In early October, the stock market took a nose dive and a steep pullback in equity prices ensued. Nearly a month later, we are by and large not only back at price levels that preceded the selloff, but in some stock indexes, we have witnessed new highs.
Two tech stocks that have surpassed their prior peaks for the year include Microsoft Corp. (NASDAQ: MSFT) and Yahoo Inc. (NASDAQ: YHOO). With these stocks serving as case study examples, in this analysis we are going to highlight the Fibonacci extension tool as a technical approach to identifying possible upside price targets after a stock sells off and subsequently holds support to recover its prior peak and continue a new wave higher.
For those not familiar with Fibonacci, we highly recommend reading this detailed introduction on Investopedia. Essentially, the quotient derived from adjacent numbers in the Fibonacci numerical sequence, roughly 1.618, is known as the golden ratio. It is occurring in nature and as we will see in this post, it has some applicability in the markets to projecting stock prices as well.
MSFT vs. YHOO: Upside Price Target Projections
Let's begin with MSFT: As we can see from the daily chart above, the stock hit a high of $47.57 on 9/19, noted by the red arrow. In the October market selloff, MSFT retraced to a low of $42.10 by 10/15. Notice to the far left of the chart that the $42 area had been a previous congestion zone; it was confirmed as support, with buyers arriving to bring the price pullback to an end.
The bulls recovered the entire selloff and overcame the previous $47.57 high by 11/5, when MSFT closed at $47.86. The bulls have continued the move higher since, with the stock closing at $48.68 on 11/7. The question must then be asked: what price on the upside could MSFT hit?
Using Fibonacci extension, since MSFT bulls were able to reclaim 9/19 high and have now surpassed it, we can calculate the 1.618 Fibonacci price target at which we could expect the move higher from the 10/15 low to pause; as noted, the price target would be $50.95:
$47.57 (9/19 high) minus $42.10 (10/15 low) = $5.47
$5.47 multiplied by 1.618 (golden ratio) = $8.85
$8.85 added to $42.10 (10/15 low) = $50.95 (intermediate price target)
Note that the price target may or may not be hit. It is simply calculated as a reference point at which traders can probably expect selling pressure to start to exceed buying interest, in the event that the stock actually reaches that price level.
Now let's look at YHOO: The stock previously peaked at $44.01 on 9/15, noted by the red arrow. In the October selloff, the stock retraced to a low of $36.20 by 10/15. Again, as highlighted on the far left of the chart, the $36 level had been a previous congestion zone; it was confirmed as support and buyers provided a cushion of relief to end the selling at this point.
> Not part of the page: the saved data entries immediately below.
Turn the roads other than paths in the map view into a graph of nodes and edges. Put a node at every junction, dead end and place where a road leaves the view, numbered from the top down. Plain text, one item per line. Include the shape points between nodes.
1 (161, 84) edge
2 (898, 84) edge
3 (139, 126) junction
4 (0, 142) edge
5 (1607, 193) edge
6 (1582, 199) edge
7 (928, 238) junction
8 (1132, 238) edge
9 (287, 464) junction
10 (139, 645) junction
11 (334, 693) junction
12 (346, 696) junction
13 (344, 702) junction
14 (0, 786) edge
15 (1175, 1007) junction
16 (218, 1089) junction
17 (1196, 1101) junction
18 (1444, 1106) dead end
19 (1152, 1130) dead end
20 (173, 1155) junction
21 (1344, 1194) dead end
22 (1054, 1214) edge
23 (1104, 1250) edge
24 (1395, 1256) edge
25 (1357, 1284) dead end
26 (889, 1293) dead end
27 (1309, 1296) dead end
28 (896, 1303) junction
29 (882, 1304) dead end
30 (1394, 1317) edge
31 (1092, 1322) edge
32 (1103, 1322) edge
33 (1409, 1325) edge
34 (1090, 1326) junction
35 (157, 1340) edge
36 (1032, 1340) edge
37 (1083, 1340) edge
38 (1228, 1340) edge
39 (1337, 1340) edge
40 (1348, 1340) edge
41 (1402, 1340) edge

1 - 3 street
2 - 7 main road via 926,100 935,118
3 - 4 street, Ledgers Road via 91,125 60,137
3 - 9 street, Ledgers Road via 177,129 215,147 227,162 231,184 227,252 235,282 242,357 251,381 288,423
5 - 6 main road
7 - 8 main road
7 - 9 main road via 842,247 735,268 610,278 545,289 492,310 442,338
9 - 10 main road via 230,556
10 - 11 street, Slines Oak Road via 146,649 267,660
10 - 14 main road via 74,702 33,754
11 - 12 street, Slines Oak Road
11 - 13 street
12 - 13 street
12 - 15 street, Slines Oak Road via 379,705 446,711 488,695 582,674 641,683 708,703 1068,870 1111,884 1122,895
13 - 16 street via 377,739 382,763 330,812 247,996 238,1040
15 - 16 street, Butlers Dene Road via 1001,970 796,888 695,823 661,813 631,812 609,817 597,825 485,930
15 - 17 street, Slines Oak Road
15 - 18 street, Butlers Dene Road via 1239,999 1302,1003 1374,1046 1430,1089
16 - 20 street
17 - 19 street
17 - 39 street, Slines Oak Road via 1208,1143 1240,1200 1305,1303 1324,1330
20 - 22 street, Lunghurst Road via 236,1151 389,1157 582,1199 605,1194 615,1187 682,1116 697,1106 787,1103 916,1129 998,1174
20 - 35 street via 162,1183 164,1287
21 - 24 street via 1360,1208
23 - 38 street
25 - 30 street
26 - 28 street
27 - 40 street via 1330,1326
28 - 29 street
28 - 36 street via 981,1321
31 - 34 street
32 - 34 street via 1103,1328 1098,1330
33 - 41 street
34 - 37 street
The bulls recovered the entire pullback and overcame the previous $44.01 high by 10/27, when YHOO closed at $44.70. The bulls have continued to push the stock higher, with YHOO closing at $48.55 on 11/7.
Using Fibnoacci extension, since YHOO bulls were able to reclaim the 9/15 high and have since exceeded it, the 1.618 Fibonacci price target for the move higher from the 10/15 low would be $48.84. Interestingly, we've pretty much reached it! Here's how we calculated it:
$44.01 (9/15 high) minus $36.20 (10/15 low) = $7.81
$7.81 multiplied by 1.618 (golden ratio) = $12.64
$12.64 added to $36.20 (10/15 low) = $48.84 (price target nearly reached)
Unlike MSFT, YHOO has essentially attained its 1.618 Fibonacci extension price target and thus provides validation for using this technical approach in trade planning. We may thus expect to see some selling pressure build up now that the price target has been reached.
Fibonacci extensions are most useful when applied with other technical indicators in analyzing trending moves. In the examples above, we emphasized the 1.618 Fibonacci price target; however, an additional level we may come across is the 2.618 price target, although this is not commonly seen as applied to a single wave of a price move higher.
When determining the high and low price levels of a prior wave to calculate the next bullish wave's Fibonacci extension targets, most trading platforms require entering three price levels:
Price Level 1: Low Price
Price Level 2: High Price
Price Level 3: Low Price
In this analysis, since the troughs for both MSFT and YHOO were prior congestion zones on their charts, the individual lows for each security as entered into our trading software to calculate the Fibonacci extensions were equivalent.
As the example of YHOO has shown us, the Fibonacci extension method offers traders the ability to estimate price targets after selloff recoveries. It's a commonly used approach to projecting prices and anticipating where profit taking may occur in a subsequent price move higher. Although it is not an exact science, it is still helpful as a trading tool, keeping in mind that no single method to evaluating the market is bullet proof and trading success ultimately boils down to managing risk versus reward.